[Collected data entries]

━━━━━━━━━━

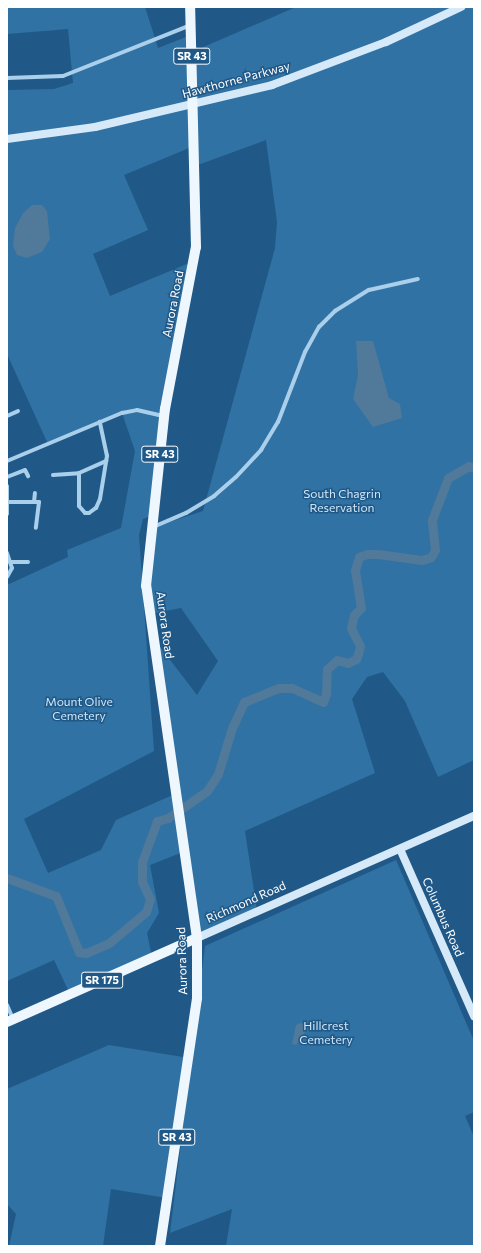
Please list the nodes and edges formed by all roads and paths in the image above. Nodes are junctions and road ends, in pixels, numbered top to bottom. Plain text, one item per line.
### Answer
1 (190, 7) edge
2 (461, 7) edge
3 (191, 25) junction
4 (7, 78) edge
5 (193, 105) junction
6 (7, 139) edge
7 (418, 279) dead end
8 (18, 411) dead end
9 (7, 416) edge
10 (164, 416) junction
11 (100, 422) junction
12 (7, 462) edge
13 (106, 462) junction
14 (79, 473) junction
15 (53, 475) dead end
16 (28, 476) dead end
17 (7, 477) edge
18 (7, 486) edge
19 (35, 493) dead end
20 (8, 502) edge
21 (34, 502) junction
22 (7, 514) edge
23 (36, 528) dead end
24 (151, 528) junction
25 (7, 553) edge
26 (10, 562) junction
27 (28, 562) dead end
28 (7, 577) edge
29 (474, 816) edge
30 (400, 849) junction
31 (197, 938) junction
32 (7, 1005) edge
33 (474, 1016) edge
34 (10, 1021) edge
35 (160, 1246) edge

1 - 3 main road, Aurora Road / SR 43
2 - 5 street, Hawthorne Parkway
3 - 4 street
3 - 5 main road, Aurora Road / SR 43
5 - 6 street, Hawthorne Parkway
5 - 10 main road, Aurora Road / SR 43
7 - 24 street
8 - 9 street
10 - 11 street
10 - 24 main road, Aurora Road / SR 43
11 - 12 street
11 - 13 street
13 - 14 street
13 - 14 street
14 - 15 street
16 - 17 street
18 - 20 street
19 - 21 street
20 - 21 street
20 - 22 street
21 - 23 street
24 - 31 main road, Aurora Road / SR 43
25 - 26 street
26 - 27 street
26 - 28 street
29 - 30 street, Richmond Road
30 - 31 street, Richmond Road
30 - 33 street, Columbus Road
31 - 34 main road, Richmond Road / SR 175
31 - 35 main road, Aurora Road / SR 43
32 - 34 street

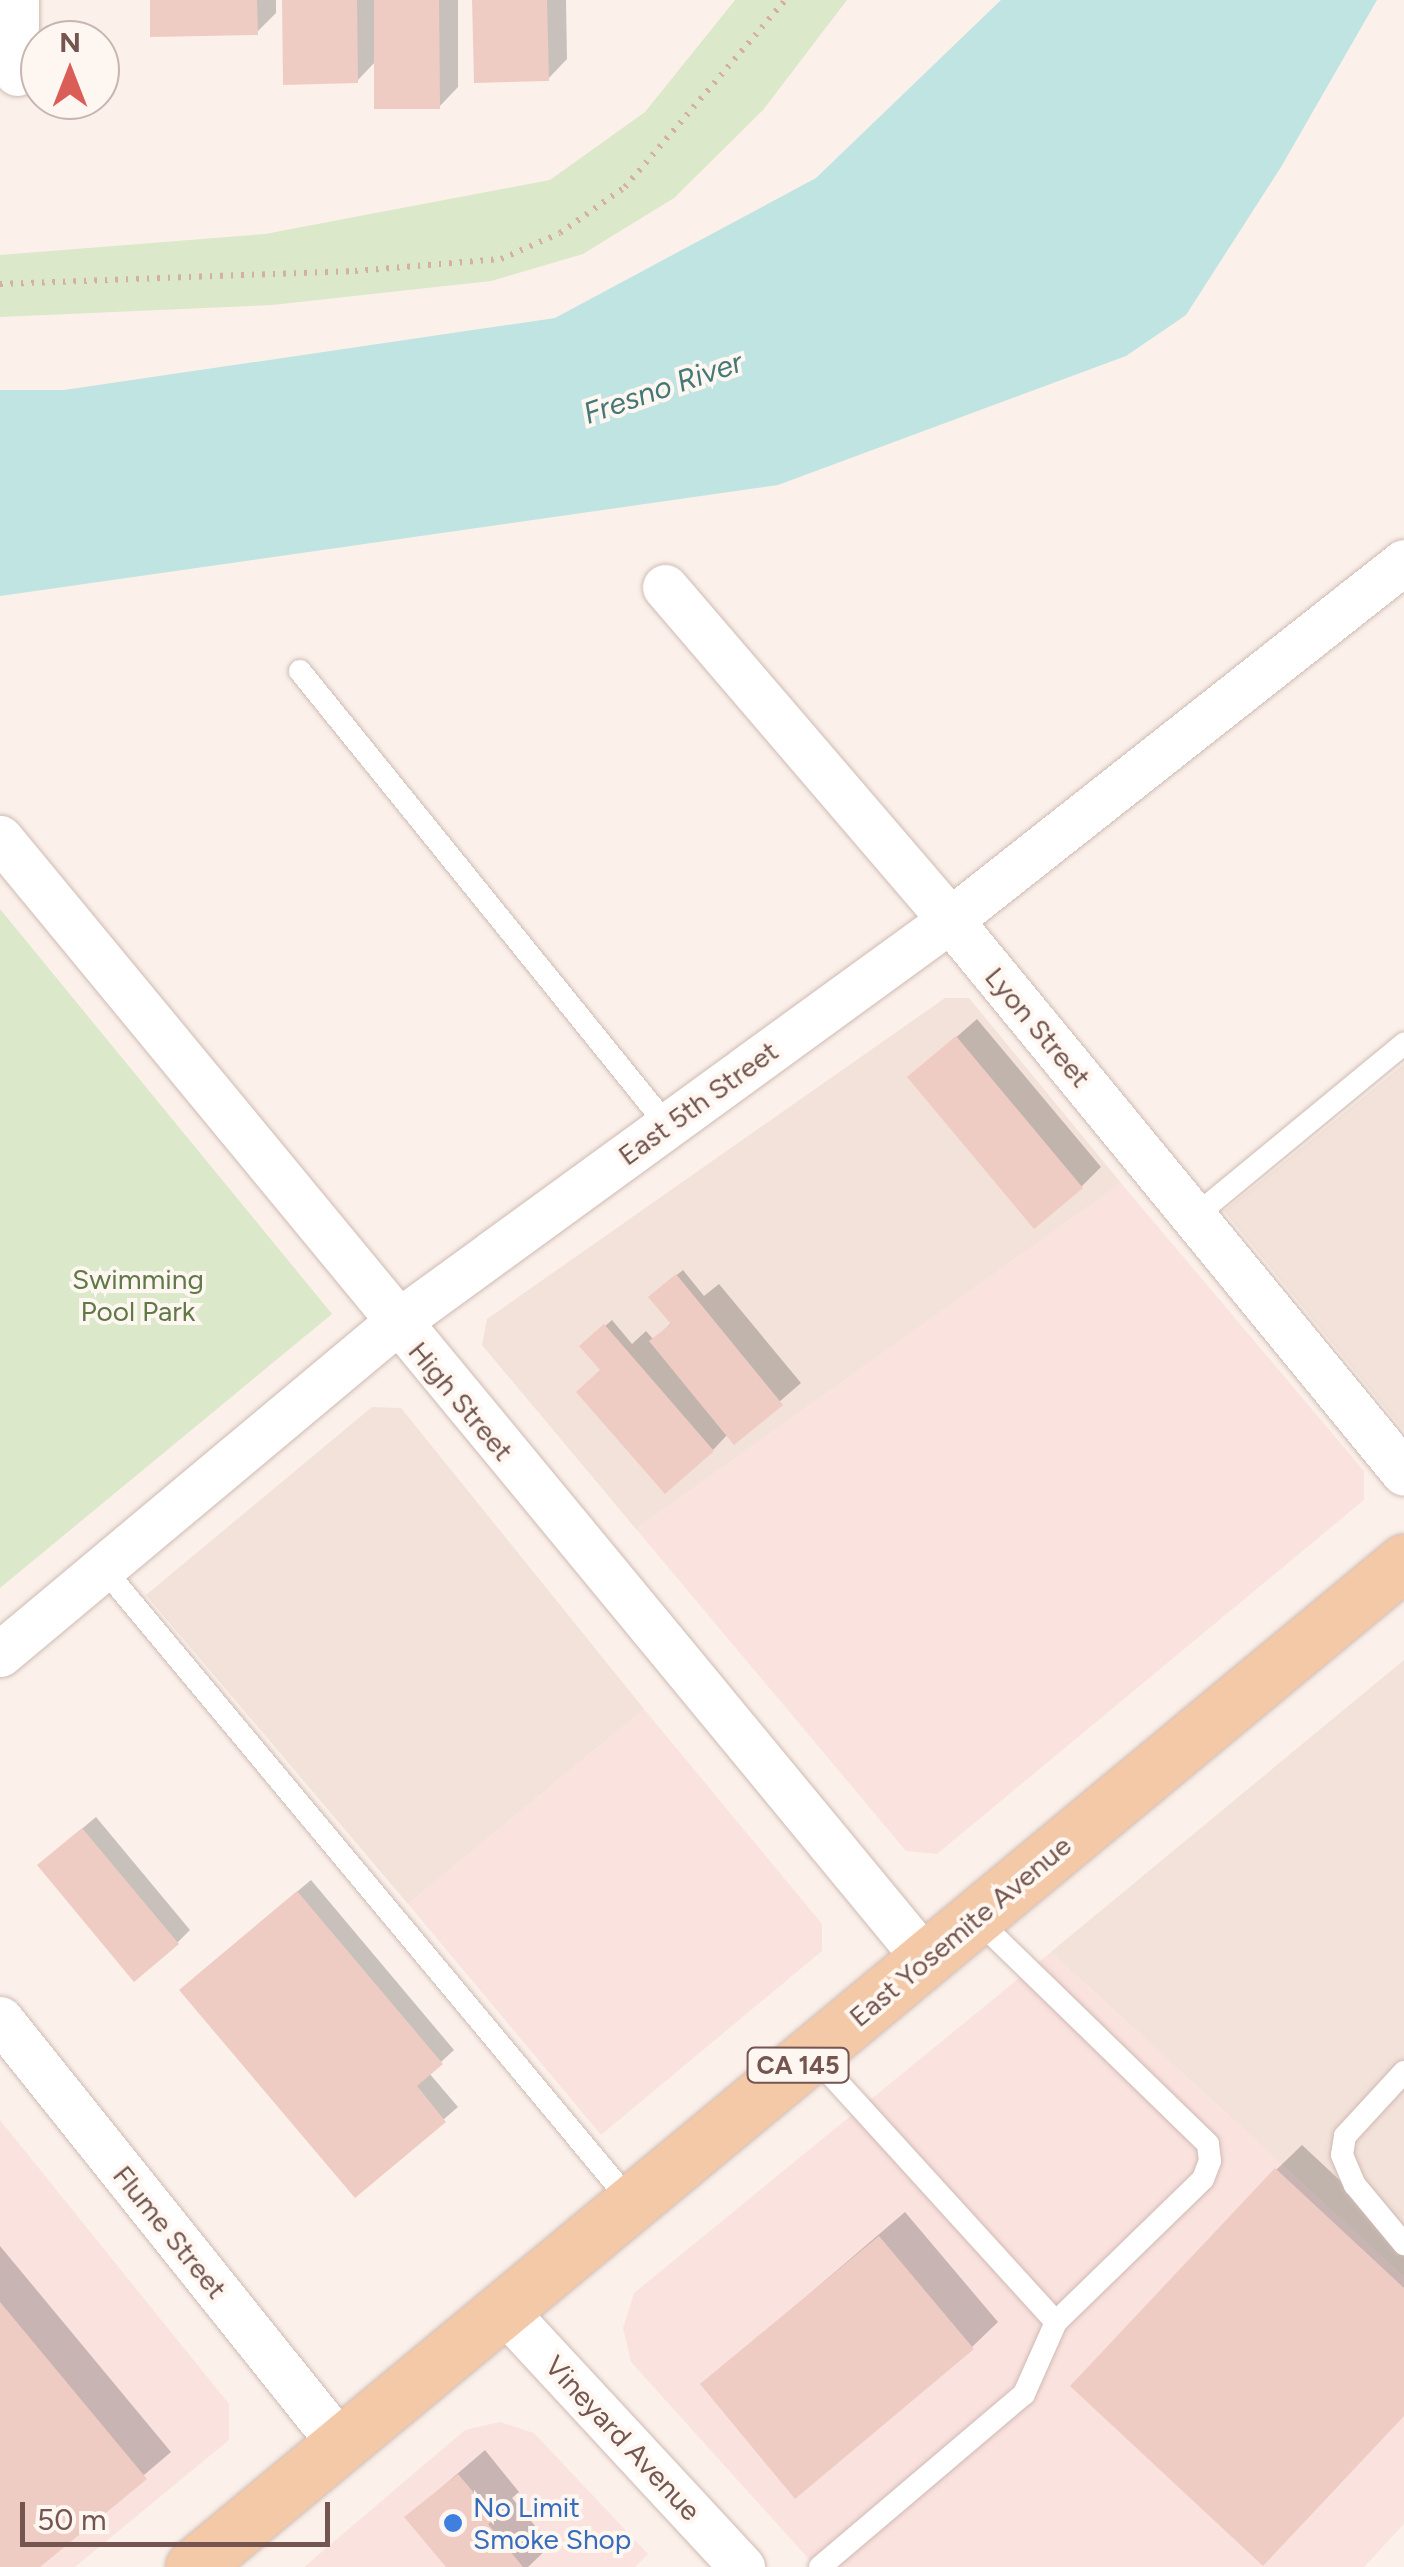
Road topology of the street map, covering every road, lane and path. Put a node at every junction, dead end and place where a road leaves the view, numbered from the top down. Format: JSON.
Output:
{"nodes":[{"id":1,"x":16,"y":0,"type":"edge"},
{"id":2,"x":785,"y":0,"type":"edge"},
{"id":3,"x":17,"y":73,"type":"dead end"},
{"id":4,"x":0,"y":284,"type":"edge"},
{"id":5,"x":1404,"y":562,"type":"edge"},
{"id":6,"x":665,"y":587,"type":"dead end"},
{"id":7,"x":300,"y":671,"type":"dead end"},
{"id":8,"x":9,"y":863,"type":"edge"},
{"id":9,"x":950,"y":920,"type":"junction"},
{"id":10,"x":1404,"y":1044,"type":"edge"},
{"id":11,"x":667,"y":1125,"type":"junction"},
{"id":12,"x":1195,"y":1216,"type":"junction"},
{"id":13,"x":396,"y":1323,"type":"junction"},
{"id":14,"x":1404,"y":1474,"type":"edge"},
{"id":15,"x":1404,"y":1562,"type":"edge"},
{"id":16,"x":103,"y":1568,"type":"junction"},
{"id":17,"x":0,"y":1654,"type":"edge"},
{"id":18,"x":976,"y":1918,"type":"junction"},
{"id":19,"x":926,"y":1960,"type":"junction"},
{"id":20,"x":0,"y":2019,"type":"edge"},
{"id":21,"x":812,"y":2054,"type":"junction"},
{"id":22,"x":1404,"y":2072,"type":"edge"},
{"id":23,"x":631,"y":2202,"type":"junction"},
{"id":24,"x":1404,"y":2244,"type":"edge"},
{"id":25,"x":504,"y":2309,"type":"junction"},
{"id":26,"x":1056,"y":2322,"type":"junction"},
{"id":27,"x":341,"y":2445,"type":"junction"},
{"id":28,"x":193,"y":2567,"type":"edge"},
{"id":29,"x":742,"y":2567,"type":"edge"},
{"id":30,"x":820,"y":2567,"type":"edge"}],
"edges":[{"from":1,"to":3,"type":"street"},
{"from":2,"to":4,"type":"path"},
{"from":5,"to":9,"type":"street","name":"East 5th Street"},
{"from":6,"to":9,"type":"street","name":"Lyon Street"},
{"from":7,"to":11,"type":"lane"},
{"from":8,"to":13,"type":"street","name":"High Street"},
{"from":9,"to":11,"type":"street","name":"East 5th Street"},
{"from":9,"to":12,"type":"street","name":"Lyon Street"},
{"from":10,"to":12,"type":"lane"},
{"from":11,"to":13,"type":"street","name":"East 5th Street"},
{"from":12,"to":14,"type":"street","name":"Lyon Street"},
{"from":13,"to":16,"type":"street","name":"East 5th Street"},
{"from":13,"to":19,"type":"street","name":"High Street"},
{"from":15,"to":18,"type":"main road","name":"East Yosemite Avenue","number":"CA 145"},
{"from":16,"to":17,"type":"street","name":"East 5th Street"},
{"from":16,"to":23,"type":"lane"},
{"from":18,"to":19,"type":"main road","name":"East Yosemite Avenue","number":"CA 145"},
{"from":18,"to":26,"type":"lane"},
{"from":19,"to":21,"type":"main road","name":"East Yosemite Avenue","number":"CA 145"},
{"from":20,"to":27,"type":"street","name":"Flume Street"},
{"from":21,"to":23,"type":"main road","name":"East Yosemite Avenue","number":"CA 145"},
{"from":21,"to":26,"type":"lane"},
{"from":22,"to":24,"type":"lane"},
{"from":23,"to":25,"type":"main road","name":"East Yosemite Avenue","number":"CA 145"},
{"from":25,"to":27,"type":"main road","name":"East Yosemite Avenue","number":"CA 145"},
{"from":25,"to":29,"type":"street","name":"Vineyard Avenue"},
{"from":26,"to":30,"type":"lane"},
{"from":27,"to":28,"type":"main road","name":"East Yosemite Avenue","number":"CA 145"}]}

━━━━━━━━━━

» WHAT YOU HAVE TO DO
Pull out all lines from the entries above in which the word "Aurora" appears.

» EXPECTED ANSWER
1 - 3 main road, Aurora Road / SR 43
3 - 5 main road, Aurora Road / SR 43
5 - 10 main road, Aurora Road / SR 43
10 - 24 main road, Aurora Road / SR 43
24 - 31 main road, Aurora Road / SR 43
31 - 35 main road, Aurora Road / SR 43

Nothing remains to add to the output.